Es allí, en el sentido y no en la textura, donde reina y nos desafía a muerte ese «cine de tesis».
[i] Véase: «Algunos estilemas en la obra de Theo Angelopoulos: mise en abyme, elipsis y fuera de campo», John D. Sanderson (ed.): ¿Cine de autor?: revisión del concepto de autoría cinematográfica, Vicerrectorado de Extensión Universitaria, Murcia, España, 2005, pp. 21-38.
[ii] Sanderson, al reseñar y evaluar los trabajos presentados a propósito de un debate académico sobre el término, explica que, por lo regular, este concepto se ha basado en el reconocimiento de la obra de un director desde dos posturas principales: la caligrafía cinematográfica y la recurrencia temática. A su juicio: «(…) El punto álgido se alcanzaría al identificar en una obra completa obsesiones ocultas incluso para el propio cineasta, que podían abarcar desde una tipología de plano o una estrategia de edición, hasta un perfil determinado de personaje o un desarrollo argumental repetitivo». Entre las principales detracciones al concepto se maneja 1) la falta de originalidad que, sin embargo, también puede aducir este anclaje repetitivo; 2) la labor conjunta de demasiados profesionales como para adscribir la creación de una película a una única persona (donde incluso el ejemplo de El Ciudadano Kane pudiera ilustrar al respecto; y 3) se trata de una corriente teorica superada de los años 60 e inicios de los 70 en el ámbito académico universitario, aunque todavía lastrada en los ejercicios de crítica cinematográfica (Vid John D. Sanderson: «Presentación», a ¿Cine de autor?: revisión del concepto de autoría cinematográfica, ob. cit., pp., 9-14).
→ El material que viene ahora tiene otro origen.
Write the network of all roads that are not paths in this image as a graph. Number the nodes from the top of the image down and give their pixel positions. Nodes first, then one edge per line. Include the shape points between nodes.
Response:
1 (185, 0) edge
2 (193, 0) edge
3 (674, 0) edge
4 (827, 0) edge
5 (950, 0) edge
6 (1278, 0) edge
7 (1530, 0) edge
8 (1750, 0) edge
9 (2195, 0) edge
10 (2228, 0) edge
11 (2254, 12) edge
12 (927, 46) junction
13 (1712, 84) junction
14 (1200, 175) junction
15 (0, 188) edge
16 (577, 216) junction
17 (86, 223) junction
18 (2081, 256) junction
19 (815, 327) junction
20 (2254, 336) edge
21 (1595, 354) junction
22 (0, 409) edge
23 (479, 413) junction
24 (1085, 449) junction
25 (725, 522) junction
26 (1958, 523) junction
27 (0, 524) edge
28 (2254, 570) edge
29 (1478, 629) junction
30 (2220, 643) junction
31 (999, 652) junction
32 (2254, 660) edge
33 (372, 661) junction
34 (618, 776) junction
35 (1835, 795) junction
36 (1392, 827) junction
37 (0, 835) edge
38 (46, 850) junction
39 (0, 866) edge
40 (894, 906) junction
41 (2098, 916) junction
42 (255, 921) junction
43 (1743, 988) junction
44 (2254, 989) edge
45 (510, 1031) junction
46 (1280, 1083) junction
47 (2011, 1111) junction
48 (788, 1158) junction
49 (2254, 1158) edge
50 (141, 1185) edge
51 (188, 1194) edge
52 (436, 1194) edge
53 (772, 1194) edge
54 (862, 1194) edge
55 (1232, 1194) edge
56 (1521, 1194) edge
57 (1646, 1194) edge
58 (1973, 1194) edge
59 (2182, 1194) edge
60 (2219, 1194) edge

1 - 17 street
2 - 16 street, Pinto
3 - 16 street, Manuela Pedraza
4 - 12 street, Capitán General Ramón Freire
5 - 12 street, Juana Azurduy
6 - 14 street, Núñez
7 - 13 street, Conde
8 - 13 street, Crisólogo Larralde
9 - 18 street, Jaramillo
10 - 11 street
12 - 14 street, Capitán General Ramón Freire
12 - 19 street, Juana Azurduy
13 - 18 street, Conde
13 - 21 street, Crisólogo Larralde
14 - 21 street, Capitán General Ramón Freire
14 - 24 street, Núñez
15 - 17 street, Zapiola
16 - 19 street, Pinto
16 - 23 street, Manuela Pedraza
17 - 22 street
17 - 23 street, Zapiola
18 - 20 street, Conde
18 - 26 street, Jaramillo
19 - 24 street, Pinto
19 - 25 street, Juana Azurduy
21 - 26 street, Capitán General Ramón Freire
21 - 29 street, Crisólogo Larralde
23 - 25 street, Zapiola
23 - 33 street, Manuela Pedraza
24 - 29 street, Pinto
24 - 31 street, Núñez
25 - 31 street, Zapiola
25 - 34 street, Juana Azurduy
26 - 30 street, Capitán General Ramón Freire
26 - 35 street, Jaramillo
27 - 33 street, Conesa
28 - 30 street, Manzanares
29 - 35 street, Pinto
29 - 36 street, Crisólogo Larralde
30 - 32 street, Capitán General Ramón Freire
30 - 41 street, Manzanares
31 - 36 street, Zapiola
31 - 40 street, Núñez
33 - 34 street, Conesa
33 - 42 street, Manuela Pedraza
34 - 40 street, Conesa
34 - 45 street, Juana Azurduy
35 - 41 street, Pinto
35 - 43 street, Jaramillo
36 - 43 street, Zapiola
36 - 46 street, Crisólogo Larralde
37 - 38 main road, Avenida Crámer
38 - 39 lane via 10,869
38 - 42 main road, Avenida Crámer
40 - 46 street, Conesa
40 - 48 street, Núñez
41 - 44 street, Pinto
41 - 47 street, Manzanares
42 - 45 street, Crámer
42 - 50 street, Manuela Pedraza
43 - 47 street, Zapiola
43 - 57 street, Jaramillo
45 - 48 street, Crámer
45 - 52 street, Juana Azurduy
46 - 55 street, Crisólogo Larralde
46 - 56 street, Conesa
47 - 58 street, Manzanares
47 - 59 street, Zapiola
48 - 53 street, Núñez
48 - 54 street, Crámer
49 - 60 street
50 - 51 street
[iii] López Díez nos ilustra en una nota respecto a las mentiras de Welles y su comentario a Jean Clay, en una entrevista, en 1962: «Si trata de analizarme, le mentiré. El setenta y cinco por ciento de lo que he dicho en entrevistas es falso. Soy como una gallina protegiendo sus huevos. No puedo hablar. Debo proteger mi trabajo. La introspección es mala para mí. Soy un médium, no un orador. Como ciertos místicos orientales y cristianos, pienso que el “yo” (self) es una especie de enemigo. Mi trabajo es lo que me permite salir de mí mismo. Me gusta lo que hago, no lo que soy… ¿Sabe cuál es el mejor servicio que alguien puede prestar al arte? Destruir todas las biografías. Sólo el arte puede explicar la vida de un hombre; y no al contrario» (Jaime López Díez: «“Rosebud”: análisis textual de una palabra», pp. 45-6, disponible en: https://www.google.com/url?sa=t&rct=j&q=&esrc=s&source=web&cd=1&cad=rja&uact=8&ved=2ahUKEwi2pODigqPiAhVR1lkKHfeLBc4QFjAAegQIAxAB&url=https%3A%2F%2Fwww.academia.edu%2F24388013%2F_ROSEBUD_._AN%25C3%2581LISIS_TEXTUAL_DE_UNA_PALABRA_Trama_y_Fondo_June_2008_&usg=AOvVaw2IHfOT804ZXJcuiqDx2wVP, consultado en abril de 2018.
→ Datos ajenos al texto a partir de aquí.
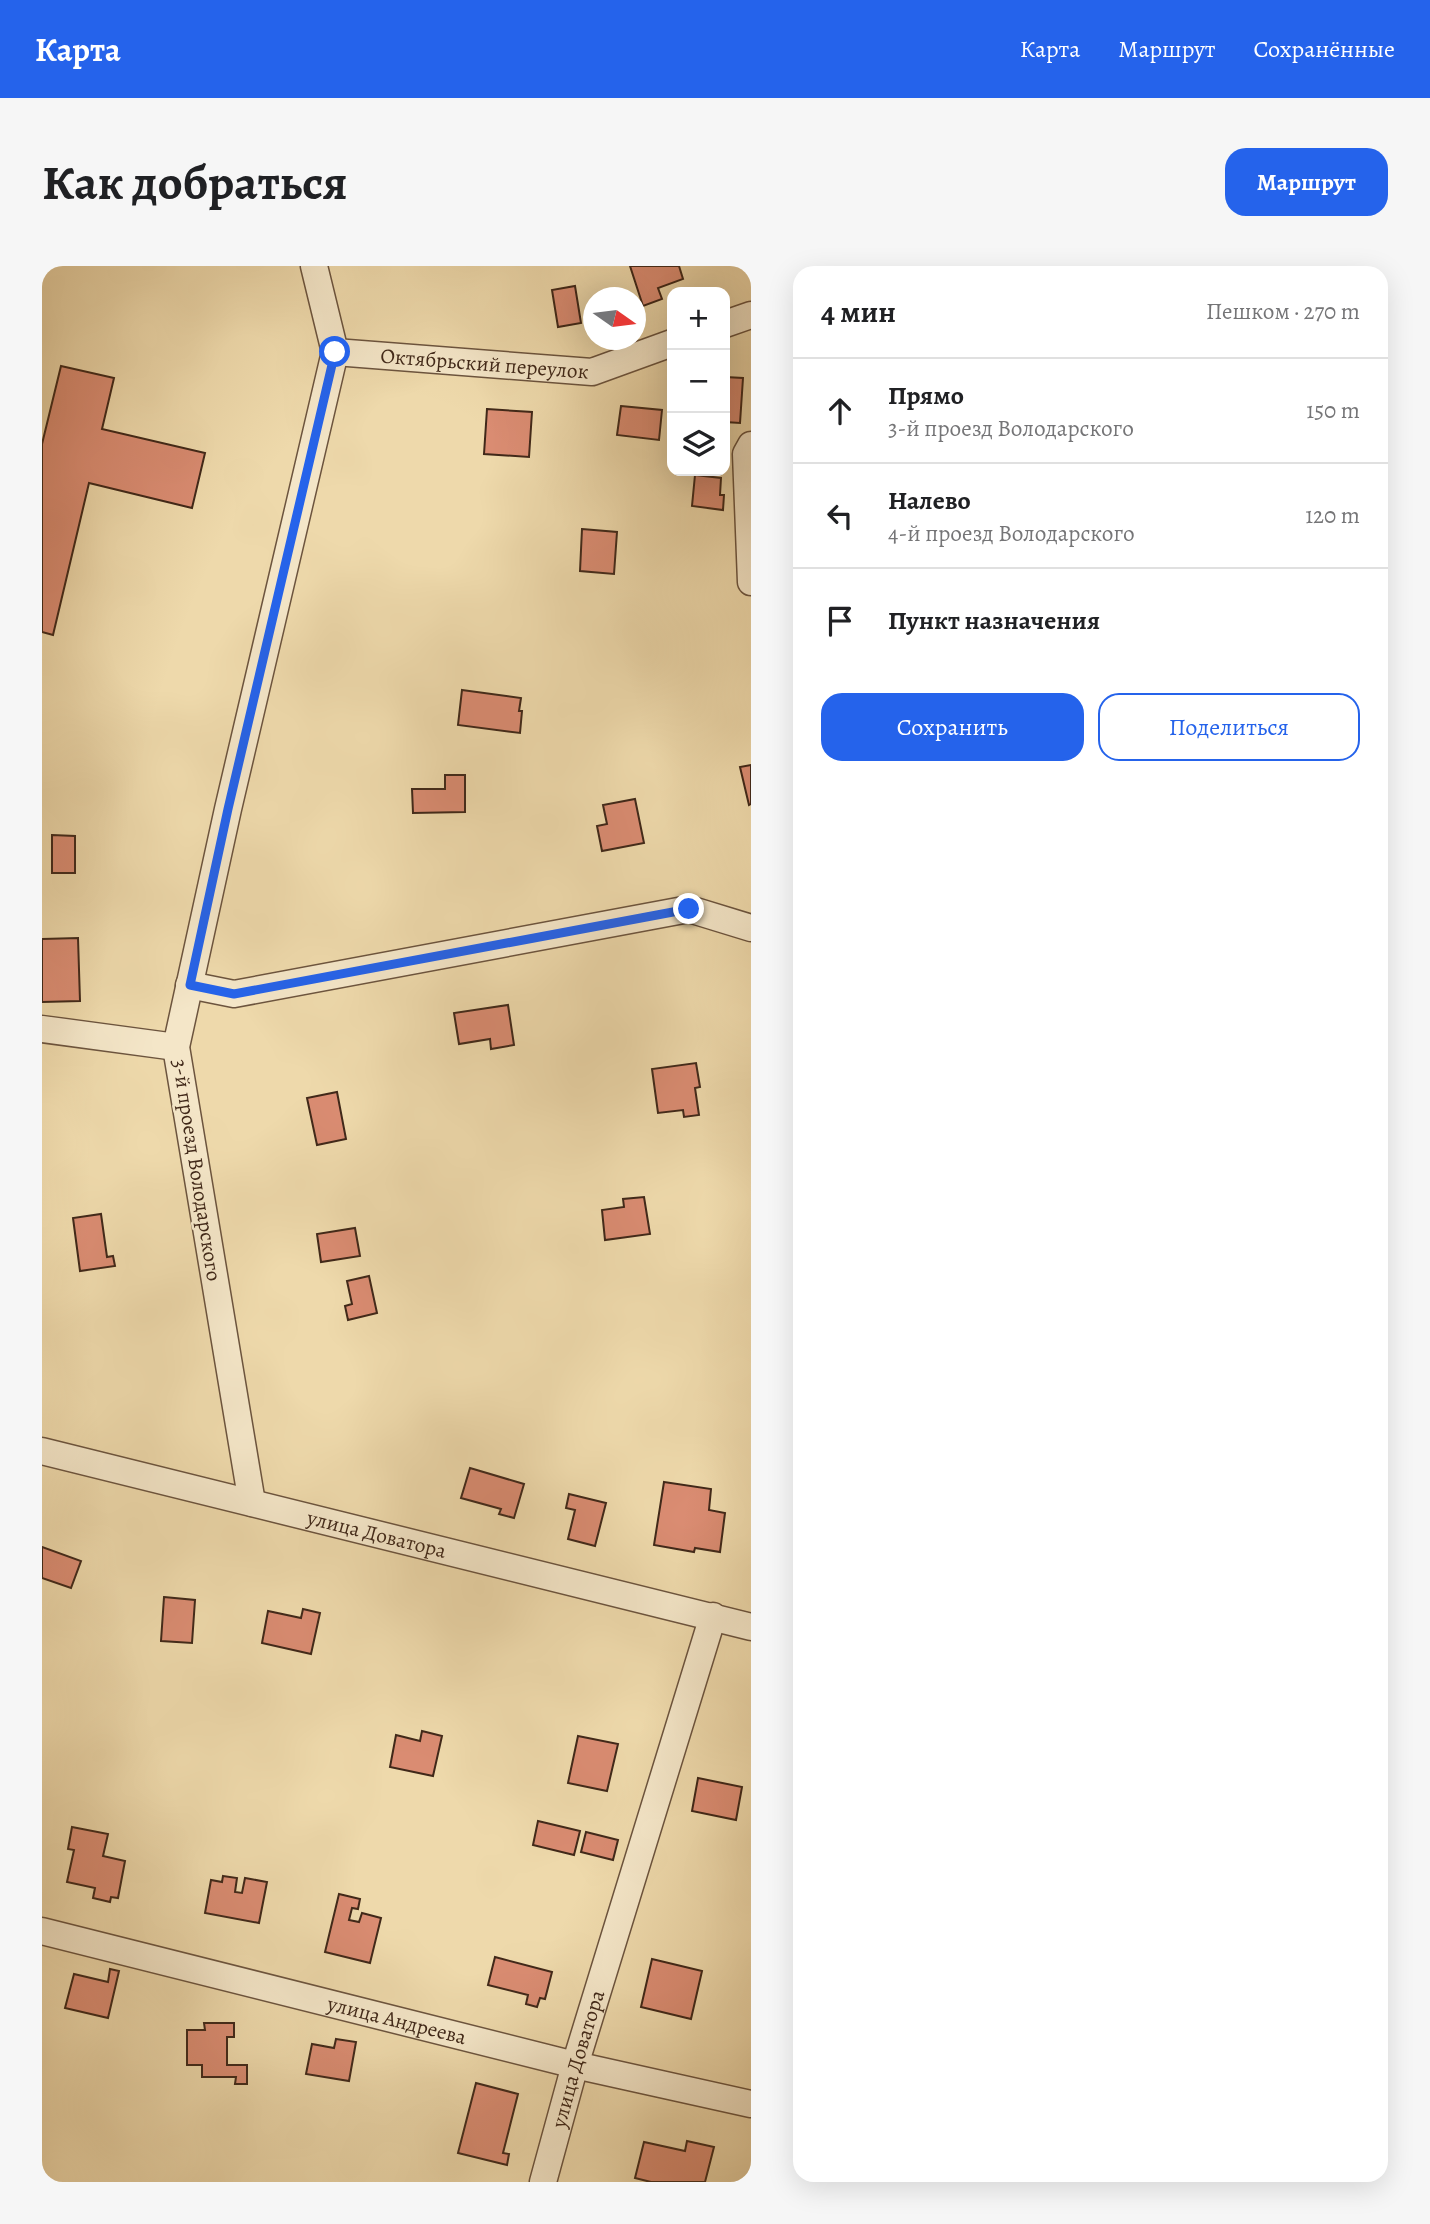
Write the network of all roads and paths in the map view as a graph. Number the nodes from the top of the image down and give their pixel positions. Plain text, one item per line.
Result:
1 (314, 266) edge
2 (751, 315) edge
3 (730, 322) edge
4 (667, 345) edge
5 (335, 352) junction
6 (751, 445) edge
7 (751, 582) edge
8 (751, 928) edge
9 (190, 985) junction
10 (42, 1029) edge
11 (176, 1047) junction
12 (42, 1451) edge
13 (252, 1503) junction
14 (713, 1616) junction
15 (751, 1627) edge
16 (42, 1931) edge
17 (575, 2065) junction
18 (751, 2104) edge
19 (543, 2182) edge

1 - 5 street, 3-й проезд Володарского
2 - 3 street
4 - 5 street, Октябрьский переулок
5 - 9 street, 3-й проезд Володарского
6 - 7 street
8 - 9 street
9 - 11 street, 3-й проезд Володарского
10 - 11 street
11 - 13 street, 3-й проезд Володарского
12 - 13 street, улица Доватора
13 - 14 street, улица Доватора
14 - 15 street, улица Доватора
14 - 17 street, улица Доватора
16 - 17 street, улица Андреева
17 - 18 street, улица Андреева
17 - 19 street, улица Доватора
[iv] Véase el excelente trabajo de López Díaz anteriormente citado que, no exento de incorrecciones estilísticas, ofrece una interesante dilucidación del núcleo ideológico de El Ciudadano Kane acompañado de un acucioso examen de las posibles referencias autobiográficas que complementan el discurso ficcional. En este sentido, viene bien recordar que otros especialistas en la estética fílmica de Welles han advertido esas mismas alusiones a su vida personal en otras películas como la emblemática Campanadas a medianoche, la aquí comentada Fraude, entre otras no menos favorecidas por el público y la crítica.
[v] Aunque sí un interesante estudio en cuanto al cotejo del script final con la versión de Bogdanovich et al., la revisión de los materiales descartados y los motivos que propiciaron esa decisión, etc.; sin dudas, una investigación que nos sobrepasa, pero con seguridad no descartamos que pueda ser hecha, en lo adelante, por los estudiosos de la obra de Welles que tengan acceso a estos materiales en el fondo hemerográfico atesorado por la Universidad de Michigan, en Estados Unidos.